MATERIAL SHOWN Block Start

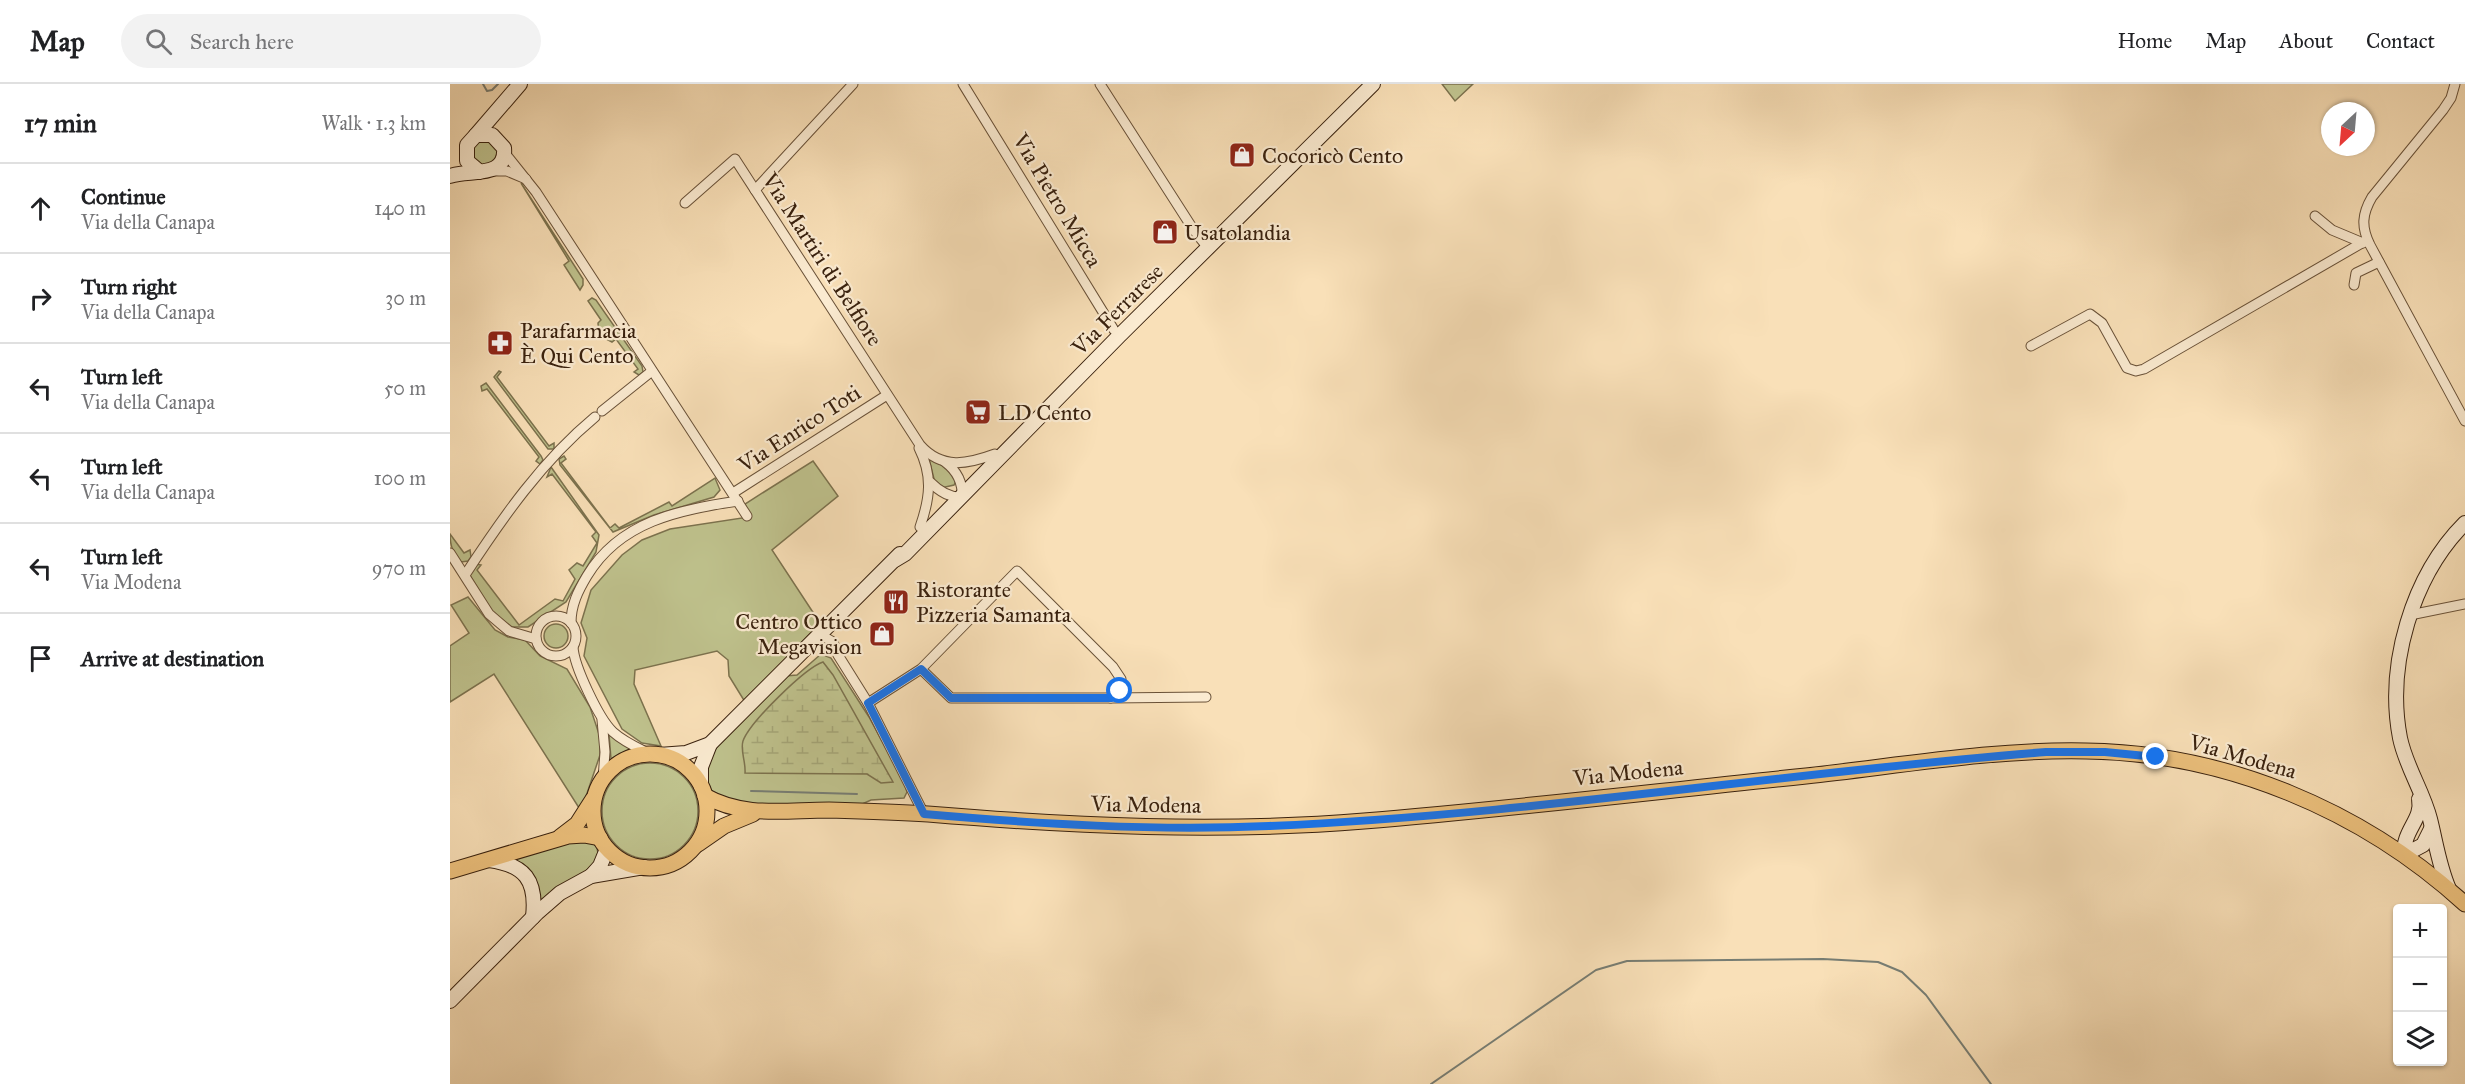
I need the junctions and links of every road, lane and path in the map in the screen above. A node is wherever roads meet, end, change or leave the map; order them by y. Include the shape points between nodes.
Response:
1 (520, 84) edge
2 (853, 84) edge
3 (963, 84) edge
4 (1100, 84) edge
5 (1373, 84) edge
6 (2455, 84) edge
7 (502, 105) junction
8 (498, 138) junction
9 (472, 140) junction
10 (504, 152) junction
11 (450, 170) edge
12 (486, 171) junction
13 (450, 176) edge
14 (528, 180) junction
15 (755, 190) junction
16 (685, 203) dead end
17 (2315, 216) dead end
18 (2365, 241) junction
19 (1208, 248) junction
20 (2379, 262) junction
21 (2354, 285) dead end
22 (1117, 333) junction
23 (2031, 346) dead end
24 (652, 371) junction
25 (887, 395) junction
26 (2465, 421) edge
27 (914, 437) junction
28 (1019, 438) junction
29 (995, 454) junction
30 (943, 461) junction
31 (930, 482) junction
32 (958, 493) junction
33 (733, 494) junction
34 (716, 504) junction
35 (747, 516) dead end
36 (2465, 523) edge
37 (920, 527) junction
38 (450, 553) edge
39 (895, 560) junction
40 (465, 574) junction
41 (576, 596) junction
42 (2465, 604) edge
43 (2410, 615) junction
44 (553, 616) junction
45 (571, 623) junction
46 (538, 627) junction
47 (516, 632) junction
48 (821, 635) junction
49 (536, 639) junction
50 (573, 647) junction
51 (555, 656) junction
52 (921, 669) junction
53 (579, 674) junction
54 (1206, 697) dead end
55 (1111, 698) junction
56 (868, 703) junction
57 (602, 718) junction
58 (710, 744) junction
59 (655, 754) junction
60 (603, 779) junction
61 (703, 791) junction
62 (2419, 793) junction
63 (596, 794) junction
64 (756, 813) junction
65 (924, 814) junction
66 (2411, 825) junction
67 (2431, 826) junction
68 (2372, 834) junction
69 (556, 839) junction
70 (604, 844) junction
71 (694, 847) junction
72 (2404, 855) junction
73 (489, 860) junction
74 (644, 867) junction
75 (450, 871) edge
76 (591, 876) junction
77 (2449, 889) junction
78 (2465, 904) edge
79 (533, 917) junction
80 (450, 1001) edge

1 - 7 main road
2 - 15 street
3 - 22 street, Via Pietro Micca
4 - 19 street
5 - 19 main road, Via Ferrarese
6 - 18 street via 2443,110 2370,200 2363,222
7 - 8 main road via 495,125
7 - 9 main road
8 - 9 main road via 492,135
8 - 10 main road
9 - 11 main road
9 - 12 main road via 467,160
10 - 12 main road via 503,160
10 - 14 street
12 - 13 main road
12 - 14 street via 507,171
14 - 24 street
15 - 16 street, Via Martiri di Belfiore via 735,159
15 - 25 street, Via Martiri di Belfiore
17 - 18 street via 2332,230
18 - 20 street
18 - 23 street via 2144,369 2127,368 2103,323 2090,314
19 - 22 main road, Via Ferrarese
20 - 21 street via 2356,273
20 - 26 street
22 - 28 main road, Via Ferrarese
24 - 33 street
24 - 40 street via 550,460 501,520
25 - 27 street, Via Martiri di Belfiore
25 - 33 street, Via Enrico Toti
27 - 30 street, Via Martiri di Belfiore via 924,450
27 - 31 street, Via Martiri di Belfiore
28 - 29 main road, Via Ferrarese
28 - 32 main road, Via Ferrarese
29 - 30 street via 966,463
29 - 32 main road, Via Ferrarese
30 - 32 street, Via Martiri di Belfiore via 956,472
31 - 32 street via 939,491
31 - 37 street, Via Martiri di Belfiore via 930,498
32 - 37 main road, Via Ferrarese
32 - 39 main road, Via Ferrarese via 905,554
33 - 34 street
33 - 34 street
33 - 35 street
34 - 41 street via 656,518 624,535 597,561
36 - 43 main road via 2437,559
37 - 39 main road, Via Ferrarese
38 - 40 street
39 - 48 main road, Via Ferrarese
40 - 47 street via 489,614 501,626
41 - 44 street
41 - 45 street
42 - 43 street
43 - 62 main road via 2399,663 2397,716 2404,752
44 - 45 street
44 - 46 street
45 - 50 street via 576,637
46 - 47 street
46 - 49 street
47 - 49 street
48 - 56 street via 833,642
48 - 58 main road, Via Ferrarese
49 - 51 street via 545,653
50 - 51 street via 566,654
50 - 53 street
51 - 53 street
52 - 55 street via 951,698
52 - 55 street via 1017,571 1113,667 1121,679 1120,691
52 - 56 street
53 - 57 street
54 - 55 street
56 - 65 street
57 - 59 street via 621,738
57 - 60 street
58 - 59 main road, Via Ferrarese via 686,753
58 - 61 main road, Via Ferrarese via 701,767
59 - 60 main road via 627,759
59 - 61 main road, Via Modena via 684,766
60 - 63 main road
61 - 64 main road, Via Modena via 725,807
61 - 71 main road via 705,825
62 - 66 main road via 2420,808
62 - 67 main road
63 - 69 main road via 577,824
63 - 70 main road via 594,822
64 - 65 main road, Via Modena via 832,810
64 - 71 main road, Via Modena via 724,826
65 - 68 main road, Via Modena via 1101,827 1346,822 2003,755 2084,751 2165,758 2234,774 2302,797
66 - 68 main road via 2398,835
66 - 72 main road via 2404,841
67 - 72 main road via 2423,845
67 - 77 main road via 2437,858
68 - 72 main road, Via Modena
69 - 70 main road via 576,835
69 - 73 main road
70 - 74 main road via 621,860
70 - 76 main road via 600,866
71 - 74 main road, Via Modena via 669,865
72 - 77 main road, Via Modena
73 - 75 main road
73 - 79 main road via 508,863 527,877 534,900
74 - 76 main road
76 - 79 main road via 560,893
77 - 78 main road, Via Modena
79 - 80 main road

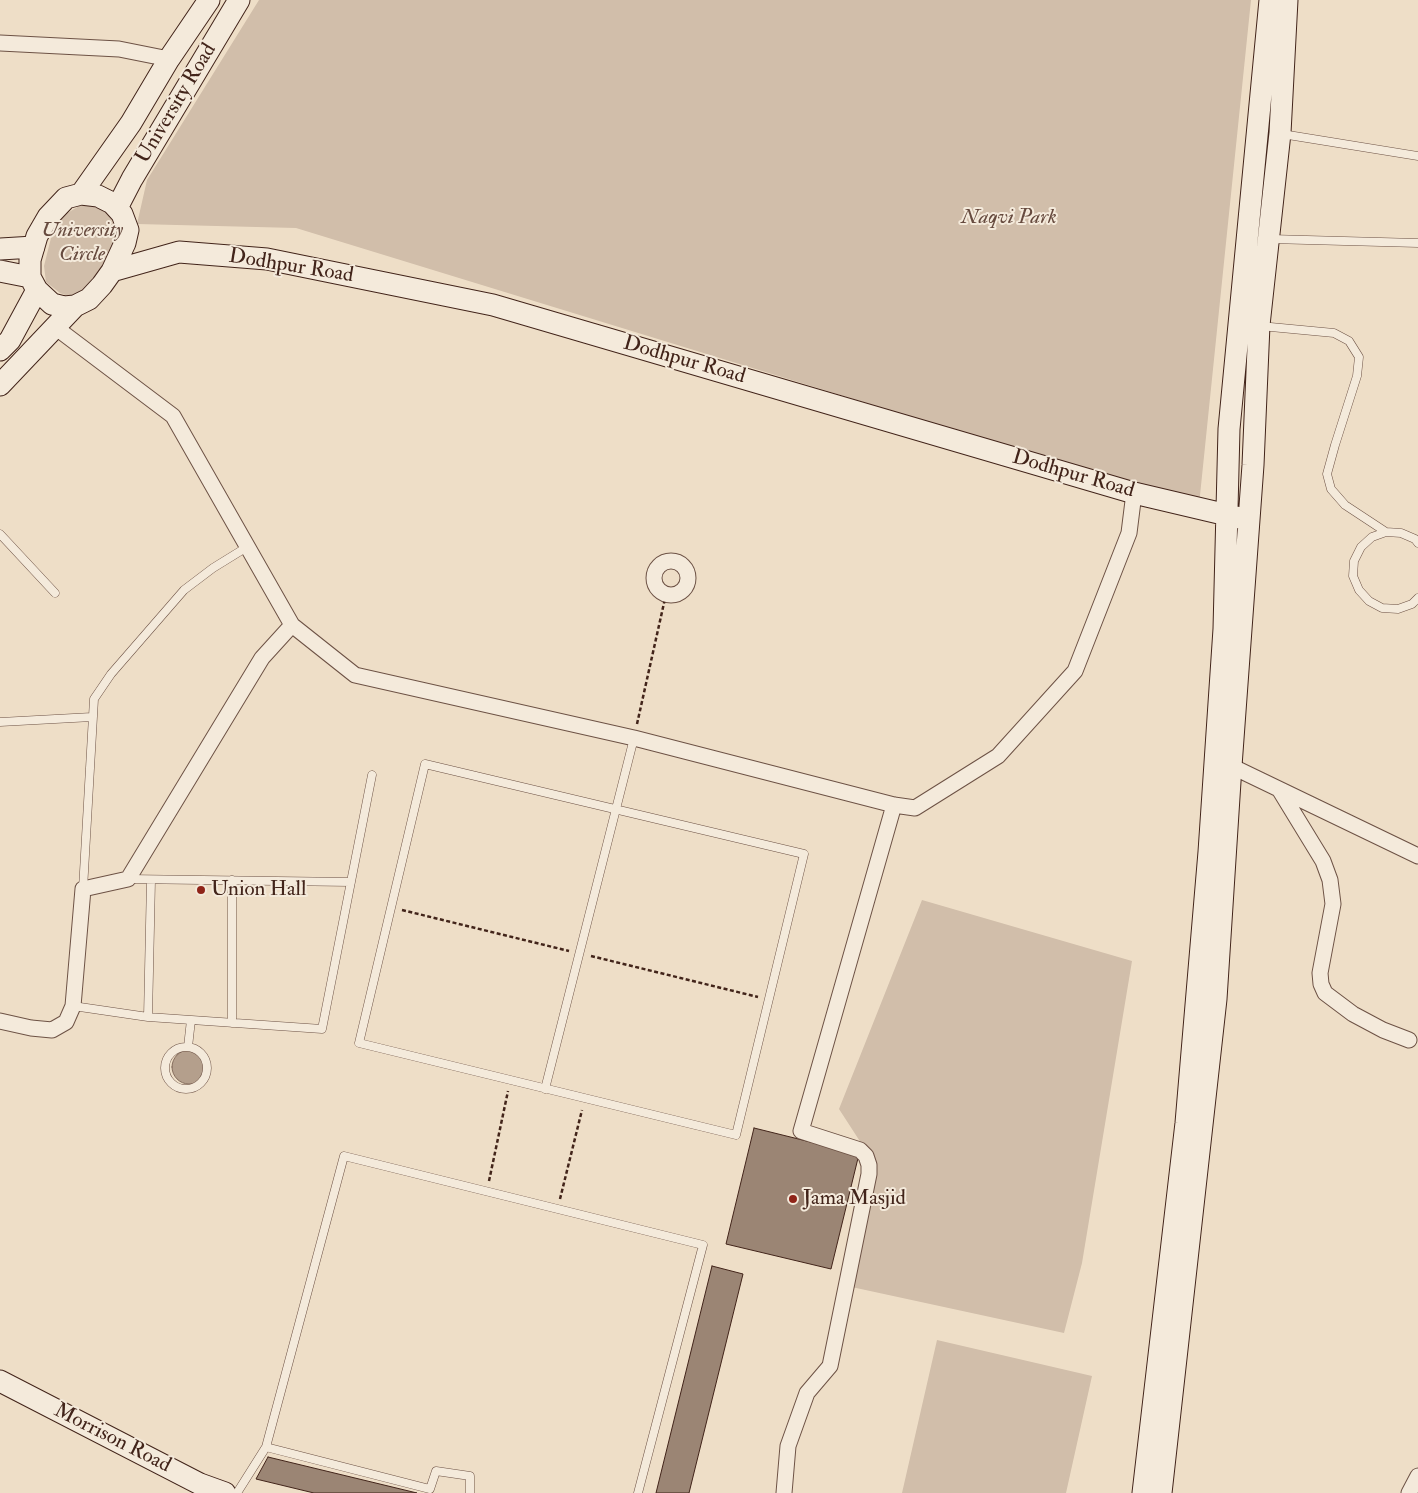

MATERIAL SHOWN Block End

(TASK DESCRIPTION):
In the entries, find every line holding "Belfiore" and copy it.

(SOLUTION FOR THIS TASK):
15 - 16 street, Via Martiri di Belfiore via 735,159
15 - 25 street, Via Martiri di Belfiore
25 - 27 street, Via Martiri di Belfiore
27 - 30 street, Via Martiri di Belfiore via 924,450
27 - 31 street, Via Martiri di Belfiore
30 - 32 street, Via Martiri di Belfiore via 956,472
31 - 37 street, Via Martiri di Belfiore via 930,498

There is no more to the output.